Material for the task →
────────────────────

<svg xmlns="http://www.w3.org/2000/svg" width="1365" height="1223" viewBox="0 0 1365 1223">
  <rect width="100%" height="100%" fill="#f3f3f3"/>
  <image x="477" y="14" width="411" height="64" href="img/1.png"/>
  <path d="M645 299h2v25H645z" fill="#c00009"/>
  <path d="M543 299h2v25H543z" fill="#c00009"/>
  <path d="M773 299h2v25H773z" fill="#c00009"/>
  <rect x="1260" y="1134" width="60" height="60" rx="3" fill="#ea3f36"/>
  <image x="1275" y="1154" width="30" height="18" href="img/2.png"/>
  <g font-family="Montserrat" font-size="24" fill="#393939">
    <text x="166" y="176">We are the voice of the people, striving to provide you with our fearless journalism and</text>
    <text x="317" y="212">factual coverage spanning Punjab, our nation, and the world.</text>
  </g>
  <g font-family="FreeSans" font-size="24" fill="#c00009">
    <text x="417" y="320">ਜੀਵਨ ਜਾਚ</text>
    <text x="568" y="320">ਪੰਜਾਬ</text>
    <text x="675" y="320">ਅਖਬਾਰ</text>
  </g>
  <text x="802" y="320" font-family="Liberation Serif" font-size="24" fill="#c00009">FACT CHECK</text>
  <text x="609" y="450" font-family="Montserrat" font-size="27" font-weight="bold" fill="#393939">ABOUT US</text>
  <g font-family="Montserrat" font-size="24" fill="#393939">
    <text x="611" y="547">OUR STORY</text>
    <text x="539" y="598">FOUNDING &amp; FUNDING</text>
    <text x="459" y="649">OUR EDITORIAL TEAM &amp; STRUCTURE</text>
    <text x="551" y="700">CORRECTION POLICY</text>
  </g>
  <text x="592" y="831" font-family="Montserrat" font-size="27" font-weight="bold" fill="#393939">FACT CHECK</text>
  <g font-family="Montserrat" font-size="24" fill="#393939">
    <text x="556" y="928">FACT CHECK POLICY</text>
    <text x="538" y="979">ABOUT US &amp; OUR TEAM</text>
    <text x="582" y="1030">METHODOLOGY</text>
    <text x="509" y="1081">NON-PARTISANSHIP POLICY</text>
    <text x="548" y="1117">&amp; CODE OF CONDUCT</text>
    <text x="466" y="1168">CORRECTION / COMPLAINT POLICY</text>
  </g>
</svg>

────────────────────

Requirement → Copy each line containing the word "POLICY" from the data.

Answer space →
    <text x="551" y="700">CORRECTION POLICY</text>
    <text x="556" y="928">FACT CHECK POLICY</text>
    <text x="509" y="1081">NON-PARTISANSHIP POLICY</text>
    <text x="466" y="1168">CORRECTION / COMPLAINT POLICY</text>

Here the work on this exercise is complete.